Eclipse Parody
by Annie Cullen xx
Summary: With the movie due out in one month time, I thought I'd treat you to a Parody of it. Bella's euphemisms and Jacob crying over a pen?
1. Chapter 1: Jacob broke his pen

A/N: Oh... my God... an Eclipse parody!

* * *

Location: Jacob's House

Jacob: (Crying)

AC: S'up my young werewolf buddy?

Jacob: (Holds up half a pen, still crying)

AC: And your point?

Jacob: The pen wouldn't work... and then I got angry and broke the pen.

AC: So?

Jacob: I can't write my heart-filled note!

AC: (Hands Jacob a pen)

Jacob: I can't write with Ball-Points, I can only use Biros.

AC: My God, werewolves are _so _fussy!

* * *

Location: Bella's House.

Bella: (Gets out 10 mile long note from Jacob) Wait... why does it switch from black ink the blue ink?

AC: His pen ran out. Actually that's an understatement, the pen ran out so he snapped it in half.

Bella: Typical Jacob.

AC: I smell burning...

Bella: (Runs downstairs) WHAT THE CRAP CHARLIE?

Charlie: What?

Bella: POUR THE SAUCE OUT OF THE JAR! AND MIX NOODLES, _MIX_!

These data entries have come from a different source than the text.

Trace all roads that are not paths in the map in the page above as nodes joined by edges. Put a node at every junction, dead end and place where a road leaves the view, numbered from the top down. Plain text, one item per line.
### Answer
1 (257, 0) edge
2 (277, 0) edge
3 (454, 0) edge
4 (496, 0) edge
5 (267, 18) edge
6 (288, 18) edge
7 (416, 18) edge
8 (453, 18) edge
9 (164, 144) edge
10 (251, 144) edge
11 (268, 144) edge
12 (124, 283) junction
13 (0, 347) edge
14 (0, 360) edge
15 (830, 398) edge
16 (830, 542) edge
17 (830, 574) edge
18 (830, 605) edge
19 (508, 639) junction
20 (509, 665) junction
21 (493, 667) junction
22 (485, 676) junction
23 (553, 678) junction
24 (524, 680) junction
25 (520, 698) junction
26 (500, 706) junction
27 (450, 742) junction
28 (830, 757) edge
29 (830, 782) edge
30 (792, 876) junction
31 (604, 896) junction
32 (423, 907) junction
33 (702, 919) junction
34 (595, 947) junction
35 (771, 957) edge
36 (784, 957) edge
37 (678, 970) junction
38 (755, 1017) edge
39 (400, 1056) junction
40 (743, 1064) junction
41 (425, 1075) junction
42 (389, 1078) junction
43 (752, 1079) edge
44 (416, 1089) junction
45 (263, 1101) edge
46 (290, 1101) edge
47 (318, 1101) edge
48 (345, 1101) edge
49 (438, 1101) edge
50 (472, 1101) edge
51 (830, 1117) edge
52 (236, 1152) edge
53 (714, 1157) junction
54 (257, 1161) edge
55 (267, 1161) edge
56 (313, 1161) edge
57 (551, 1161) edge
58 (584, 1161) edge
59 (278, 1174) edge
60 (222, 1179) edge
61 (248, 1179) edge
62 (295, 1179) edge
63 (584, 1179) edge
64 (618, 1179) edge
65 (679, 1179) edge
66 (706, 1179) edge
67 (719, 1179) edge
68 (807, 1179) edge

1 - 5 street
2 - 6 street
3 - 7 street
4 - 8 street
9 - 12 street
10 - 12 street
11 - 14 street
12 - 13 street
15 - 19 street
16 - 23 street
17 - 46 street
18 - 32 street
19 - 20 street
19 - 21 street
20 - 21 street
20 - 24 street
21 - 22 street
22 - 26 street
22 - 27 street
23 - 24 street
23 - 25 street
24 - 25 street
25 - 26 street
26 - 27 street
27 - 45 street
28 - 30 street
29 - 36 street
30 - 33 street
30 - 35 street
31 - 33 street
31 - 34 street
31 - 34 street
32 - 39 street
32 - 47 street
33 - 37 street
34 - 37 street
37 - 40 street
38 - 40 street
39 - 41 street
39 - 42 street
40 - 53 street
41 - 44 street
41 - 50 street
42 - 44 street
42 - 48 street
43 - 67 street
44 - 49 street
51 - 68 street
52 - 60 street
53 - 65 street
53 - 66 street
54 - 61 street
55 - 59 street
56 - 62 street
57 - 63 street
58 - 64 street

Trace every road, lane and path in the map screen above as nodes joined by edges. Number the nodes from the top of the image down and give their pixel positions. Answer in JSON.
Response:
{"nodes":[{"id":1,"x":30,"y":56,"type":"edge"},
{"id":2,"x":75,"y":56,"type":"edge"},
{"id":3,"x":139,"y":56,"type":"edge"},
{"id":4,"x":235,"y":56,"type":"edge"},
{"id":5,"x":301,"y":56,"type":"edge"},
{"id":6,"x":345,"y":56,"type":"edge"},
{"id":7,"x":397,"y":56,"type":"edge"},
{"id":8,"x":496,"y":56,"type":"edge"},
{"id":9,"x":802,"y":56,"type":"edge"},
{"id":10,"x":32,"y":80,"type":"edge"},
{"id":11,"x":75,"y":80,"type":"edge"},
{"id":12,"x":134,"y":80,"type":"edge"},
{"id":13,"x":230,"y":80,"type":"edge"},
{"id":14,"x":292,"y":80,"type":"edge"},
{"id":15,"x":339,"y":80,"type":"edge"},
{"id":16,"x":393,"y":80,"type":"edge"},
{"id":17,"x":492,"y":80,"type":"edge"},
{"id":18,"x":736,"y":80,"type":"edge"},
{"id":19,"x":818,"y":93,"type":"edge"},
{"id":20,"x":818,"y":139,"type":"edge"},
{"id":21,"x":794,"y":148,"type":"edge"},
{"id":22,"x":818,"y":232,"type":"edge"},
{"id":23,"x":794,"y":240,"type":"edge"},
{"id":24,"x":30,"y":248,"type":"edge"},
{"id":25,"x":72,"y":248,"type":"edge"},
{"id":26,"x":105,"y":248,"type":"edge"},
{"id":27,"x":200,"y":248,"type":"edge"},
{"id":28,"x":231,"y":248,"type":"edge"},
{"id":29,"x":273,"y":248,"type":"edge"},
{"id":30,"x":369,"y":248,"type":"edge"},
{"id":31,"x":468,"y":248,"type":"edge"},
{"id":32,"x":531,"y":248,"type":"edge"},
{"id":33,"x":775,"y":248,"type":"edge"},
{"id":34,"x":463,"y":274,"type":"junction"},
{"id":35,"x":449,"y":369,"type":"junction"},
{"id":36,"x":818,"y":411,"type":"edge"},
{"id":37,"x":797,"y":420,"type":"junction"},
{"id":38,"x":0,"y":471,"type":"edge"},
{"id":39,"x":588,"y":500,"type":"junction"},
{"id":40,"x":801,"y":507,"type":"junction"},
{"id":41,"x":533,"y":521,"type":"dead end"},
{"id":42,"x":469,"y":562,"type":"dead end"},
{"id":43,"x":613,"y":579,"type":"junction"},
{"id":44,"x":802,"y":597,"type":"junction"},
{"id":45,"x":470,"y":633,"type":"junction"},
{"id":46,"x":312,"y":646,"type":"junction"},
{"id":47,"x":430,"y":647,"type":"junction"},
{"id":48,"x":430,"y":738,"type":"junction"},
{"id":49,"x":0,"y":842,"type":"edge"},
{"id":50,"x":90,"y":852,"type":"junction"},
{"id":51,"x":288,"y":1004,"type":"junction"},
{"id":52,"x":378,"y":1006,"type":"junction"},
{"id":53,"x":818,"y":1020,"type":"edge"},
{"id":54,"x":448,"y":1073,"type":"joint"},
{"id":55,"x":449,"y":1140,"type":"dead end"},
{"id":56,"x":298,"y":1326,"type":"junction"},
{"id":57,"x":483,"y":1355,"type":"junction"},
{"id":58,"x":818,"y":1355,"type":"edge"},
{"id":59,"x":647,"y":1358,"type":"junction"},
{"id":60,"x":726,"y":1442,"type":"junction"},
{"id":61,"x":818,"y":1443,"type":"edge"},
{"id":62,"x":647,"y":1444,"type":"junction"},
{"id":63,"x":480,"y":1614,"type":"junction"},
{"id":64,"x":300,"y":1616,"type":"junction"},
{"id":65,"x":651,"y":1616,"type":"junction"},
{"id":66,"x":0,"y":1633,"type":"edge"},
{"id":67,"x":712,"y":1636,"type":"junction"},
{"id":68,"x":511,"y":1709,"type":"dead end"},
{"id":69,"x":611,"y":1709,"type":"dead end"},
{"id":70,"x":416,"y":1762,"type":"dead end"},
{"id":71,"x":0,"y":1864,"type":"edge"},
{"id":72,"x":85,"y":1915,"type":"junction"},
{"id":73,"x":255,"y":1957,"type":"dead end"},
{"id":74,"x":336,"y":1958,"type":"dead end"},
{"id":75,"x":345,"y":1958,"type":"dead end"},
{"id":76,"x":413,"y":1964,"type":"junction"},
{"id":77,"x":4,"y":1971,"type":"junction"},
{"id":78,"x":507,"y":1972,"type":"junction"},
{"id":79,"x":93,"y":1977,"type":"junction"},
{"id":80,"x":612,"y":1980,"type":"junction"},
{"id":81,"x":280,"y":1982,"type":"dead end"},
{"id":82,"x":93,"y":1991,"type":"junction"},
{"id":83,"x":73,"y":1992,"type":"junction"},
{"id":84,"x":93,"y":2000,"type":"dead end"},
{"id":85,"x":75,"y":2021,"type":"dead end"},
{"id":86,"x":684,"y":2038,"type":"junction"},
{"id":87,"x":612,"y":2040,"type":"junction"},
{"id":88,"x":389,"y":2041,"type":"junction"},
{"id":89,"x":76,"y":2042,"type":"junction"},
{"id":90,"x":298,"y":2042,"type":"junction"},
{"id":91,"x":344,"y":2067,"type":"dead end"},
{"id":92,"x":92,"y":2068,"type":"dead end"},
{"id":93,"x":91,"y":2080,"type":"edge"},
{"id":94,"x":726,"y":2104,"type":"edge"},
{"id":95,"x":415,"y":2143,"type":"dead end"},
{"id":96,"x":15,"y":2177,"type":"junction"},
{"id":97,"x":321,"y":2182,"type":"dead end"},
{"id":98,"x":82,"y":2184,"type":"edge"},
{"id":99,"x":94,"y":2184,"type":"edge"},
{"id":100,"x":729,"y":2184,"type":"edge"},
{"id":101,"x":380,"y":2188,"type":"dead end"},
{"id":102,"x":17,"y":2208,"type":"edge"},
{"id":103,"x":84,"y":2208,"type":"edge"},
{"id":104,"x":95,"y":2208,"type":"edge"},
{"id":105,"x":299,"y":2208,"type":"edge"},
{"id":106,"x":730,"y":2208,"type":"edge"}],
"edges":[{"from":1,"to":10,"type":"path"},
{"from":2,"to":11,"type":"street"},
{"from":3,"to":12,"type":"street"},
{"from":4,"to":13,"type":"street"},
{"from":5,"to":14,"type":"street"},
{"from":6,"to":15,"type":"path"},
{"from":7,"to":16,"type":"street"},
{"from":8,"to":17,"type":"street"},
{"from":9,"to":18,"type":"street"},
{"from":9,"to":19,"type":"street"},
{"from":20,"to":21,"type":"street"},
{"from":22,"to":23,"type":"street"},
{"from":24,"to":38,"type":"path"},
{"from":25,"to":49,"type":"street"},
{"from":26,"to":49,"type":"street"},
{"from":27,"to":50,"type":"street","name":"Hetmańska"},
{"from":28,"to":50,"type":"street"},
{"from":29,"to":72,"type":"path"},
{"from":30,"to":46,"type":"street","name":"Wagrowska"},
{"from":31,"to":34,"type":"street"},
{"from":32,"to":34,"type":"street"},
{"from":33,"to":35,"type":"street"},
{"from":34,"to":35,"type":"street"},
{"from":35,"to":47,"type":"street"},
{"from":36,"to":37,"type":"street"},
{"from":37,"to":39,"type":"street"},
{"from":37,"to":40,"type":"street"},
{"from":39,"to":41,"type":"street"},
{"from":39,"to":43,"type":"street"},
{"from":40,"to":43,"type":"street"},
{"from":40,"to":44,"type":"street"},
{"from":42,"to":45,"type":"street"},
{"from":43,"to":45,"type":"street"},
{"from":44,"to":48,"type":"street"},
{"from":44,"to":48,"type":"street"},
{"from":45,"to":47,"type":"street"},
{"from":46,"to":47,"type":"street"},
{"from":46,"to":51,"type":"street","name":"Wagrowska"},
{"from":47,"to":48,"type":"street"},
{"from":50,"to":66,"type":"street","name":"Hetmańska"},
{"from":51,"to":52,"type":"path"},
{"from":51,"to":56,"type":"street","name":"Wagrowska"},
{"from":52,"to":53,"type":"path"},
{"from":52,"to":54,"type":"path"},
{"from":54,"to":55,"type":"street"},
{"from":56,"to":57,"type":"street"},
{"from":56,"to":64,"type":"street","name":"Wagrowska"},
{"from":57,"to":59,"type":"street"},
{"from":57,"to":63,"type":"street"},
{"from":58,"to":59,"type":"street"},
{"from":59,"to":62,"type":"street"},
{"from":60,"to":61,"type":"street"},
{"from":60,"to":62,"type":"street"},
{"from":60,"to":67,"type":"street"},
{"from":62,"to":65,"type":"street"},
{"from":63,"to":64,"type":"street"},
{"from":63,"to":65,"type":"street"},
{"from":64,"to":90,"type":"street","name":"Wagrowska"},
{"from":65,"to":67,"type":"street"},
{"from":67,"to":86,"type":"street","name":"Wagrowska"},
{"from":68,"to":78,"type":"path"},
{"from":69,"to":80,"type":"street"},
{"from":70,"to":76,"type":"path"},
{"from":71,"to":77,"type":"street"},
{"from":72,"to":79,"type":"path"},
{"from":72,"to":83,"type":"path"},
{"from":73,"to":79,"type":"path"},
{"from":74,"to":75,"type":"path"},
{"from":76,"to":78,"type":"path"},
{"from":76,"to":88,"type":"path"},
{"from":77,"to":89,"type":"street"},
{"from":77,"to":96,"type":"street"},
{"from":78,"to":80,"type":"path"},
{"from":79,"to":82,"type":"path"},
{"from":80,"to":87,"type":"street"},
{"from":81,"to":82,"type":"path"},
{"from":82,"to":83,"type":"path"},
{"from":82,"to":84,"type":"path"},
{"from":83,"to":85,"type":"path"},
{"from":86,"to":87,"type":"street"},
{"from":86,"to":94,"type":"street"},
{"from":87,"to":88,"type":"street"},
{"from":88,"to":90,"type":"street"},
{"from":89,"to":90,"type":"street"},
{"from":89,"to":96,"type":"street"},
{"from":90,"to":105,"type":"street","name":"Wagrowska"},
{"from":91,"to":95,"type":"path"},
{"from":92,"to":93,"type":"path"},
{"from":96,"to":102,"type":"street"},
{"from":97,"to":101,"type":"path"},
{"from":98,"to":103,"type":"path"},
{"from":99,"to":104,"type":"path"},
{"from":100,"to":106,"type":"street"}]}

Charlie: Sorry... arn't you going to ask me why I'm cooking?

Bella: Do I want to ask why you're cooking?

Charlie: It involves your grounding.

Bella: Tell me more! (Suddenly falls over onto her ass)

AC: Haha!

Bella: The note... it feels like it weighs 10 tonnes... sorry.

AC: Hehe... I actually love this book.

Charlie and Bella: Book?

AC: ... Um... I... this book (Holds up My Sister's Keeper and opens in, immediately bursting into tears)

Bella: Why are you crying?

AC: It's... so... SAD!

Bella: Oh... CHARLIE! THE FUCKING NOODLES!

* * *

Location: Bella's Kitchen (10 Minutes Later)

Charlie: Now Bella... now you have a boyfriend, I want to know if you're being safe.

AC: (Appears) I've gotta see this!

Bella: Pfft, of course, I always fasten my seat belt in his car.

AC: (Tries not to laugh) Is that a euphemism?

Charlie: No, no Bella! I mean _safe_.

Bella: Yes, I am. I always keep his hand in mine when we're out.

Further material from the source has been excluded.